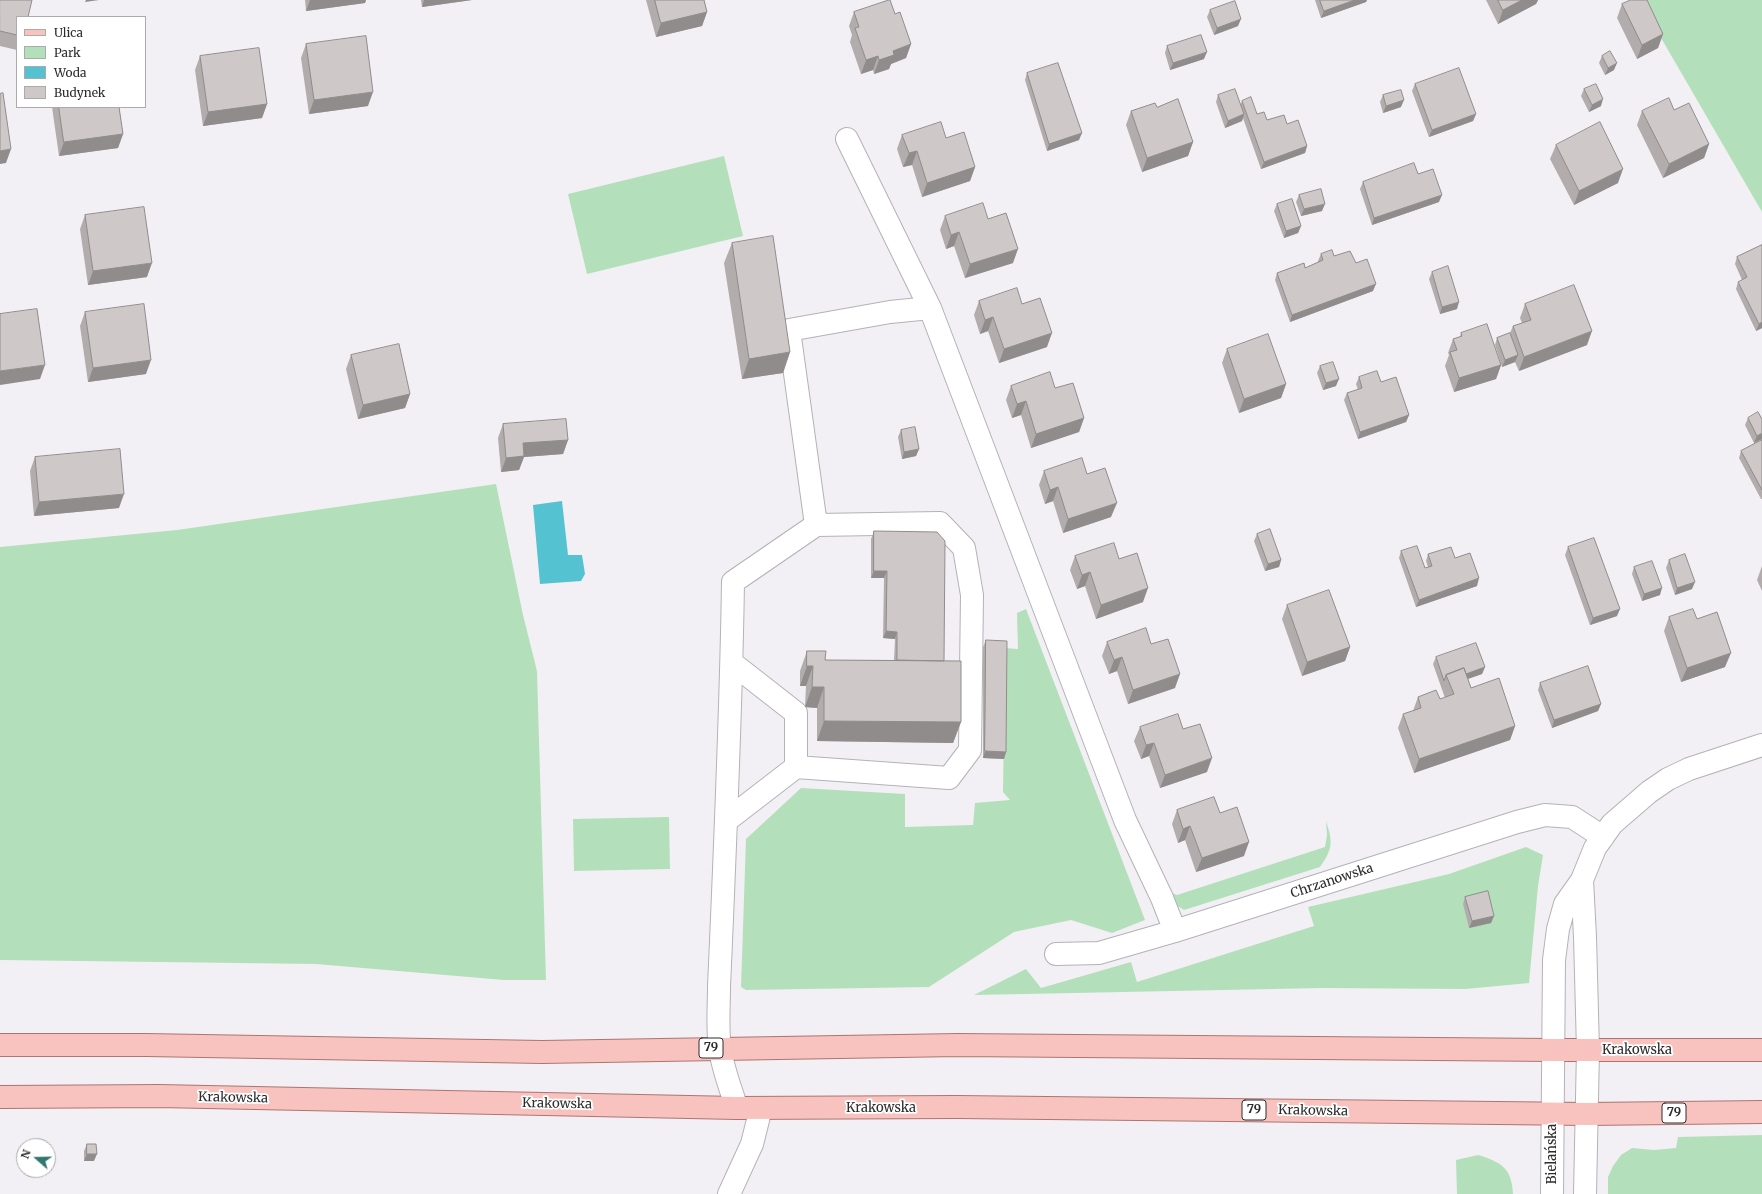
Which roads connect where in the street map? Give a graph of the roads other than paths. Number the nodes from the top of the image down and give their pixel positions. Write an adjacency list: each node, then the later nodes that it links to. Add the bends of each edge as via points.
● ● ● ● ●
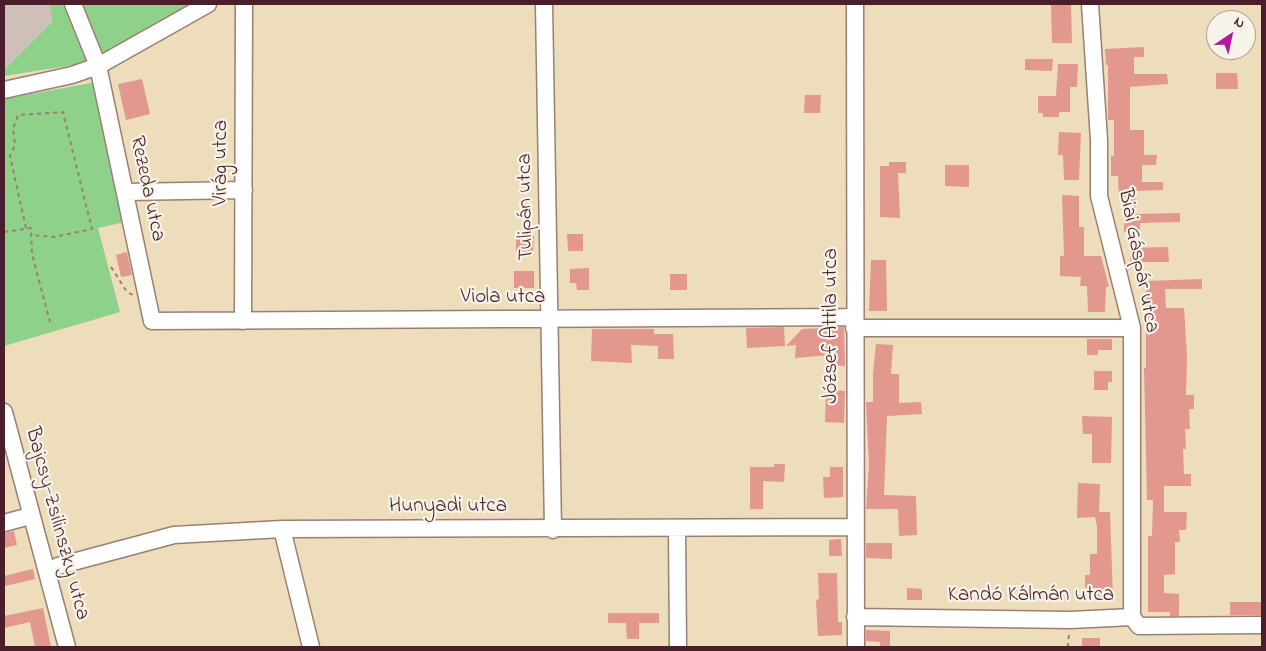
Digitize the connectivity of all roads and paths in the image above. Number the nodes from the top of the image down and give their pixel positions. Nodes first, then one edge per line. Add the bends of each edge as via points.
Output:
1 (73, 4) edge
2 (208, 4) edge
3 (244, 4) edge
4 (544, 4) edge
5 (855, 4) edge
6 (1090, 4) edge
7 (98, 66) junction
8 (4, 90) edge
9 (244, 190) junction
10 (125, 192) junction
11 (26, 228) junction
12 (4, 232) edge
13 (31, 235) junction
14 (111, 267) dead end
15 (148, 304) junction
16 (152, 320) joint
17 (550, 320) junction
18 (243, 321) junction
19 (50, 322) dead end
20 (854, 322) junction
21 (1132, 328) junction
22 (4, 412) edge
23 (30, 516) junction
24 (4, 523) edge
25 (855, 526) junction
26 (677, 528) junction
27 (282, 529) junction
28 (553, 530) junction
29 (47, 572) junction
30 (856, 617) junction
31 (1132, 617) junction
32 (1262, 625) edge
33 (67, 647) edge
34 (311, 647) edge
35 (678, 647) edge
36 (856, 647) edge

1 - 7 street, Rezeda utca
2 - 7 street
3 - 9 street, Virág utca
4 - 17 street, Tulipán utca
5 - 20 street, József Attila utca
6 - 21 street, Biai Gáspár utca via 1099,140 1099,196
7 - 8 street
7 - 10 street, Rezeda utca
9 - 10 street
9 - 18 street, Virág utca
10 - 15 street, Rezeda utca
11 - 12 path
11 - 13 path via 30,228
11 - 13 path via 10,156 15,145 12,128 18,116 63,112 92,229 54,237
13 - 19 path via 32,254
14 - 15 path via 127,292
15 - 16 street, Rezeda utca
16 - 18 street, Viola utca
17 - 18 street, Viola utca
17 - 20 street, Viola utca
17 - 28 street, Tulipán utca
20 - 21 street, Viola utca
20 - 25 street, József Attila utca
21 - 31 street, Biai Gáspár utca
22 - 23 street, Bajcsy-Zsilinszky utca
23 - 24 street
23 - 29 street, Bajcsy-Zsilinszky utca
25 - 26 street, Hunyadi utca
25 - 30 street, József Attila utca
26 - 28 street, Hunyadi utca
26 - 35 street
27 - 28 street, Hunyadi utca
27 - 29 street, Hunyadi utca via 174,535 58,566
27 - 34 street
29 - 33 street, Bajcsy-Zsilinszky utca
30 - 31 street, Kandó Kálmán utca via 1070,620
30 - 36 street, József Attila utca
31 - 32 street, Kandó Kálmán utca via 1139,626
● ● ● ● ●
• _What you should do_:
From the listing above, return every line that carries the string "each".

• _Task output_:
Which roads connect where in the street map? Give a graph of the roads other than paths. Number the nodes from the top of the image down and give their pixel positions. Write an adjacency list: each node, then the later nodes that it links to. Add the bends of each edge as via points.
Digitize the connectivity of all roads and paths in the image above. Number the nodes from the top of the image down and give their pixel positions. Nodes first, then one edge per line. Add the bends of each edge as via points.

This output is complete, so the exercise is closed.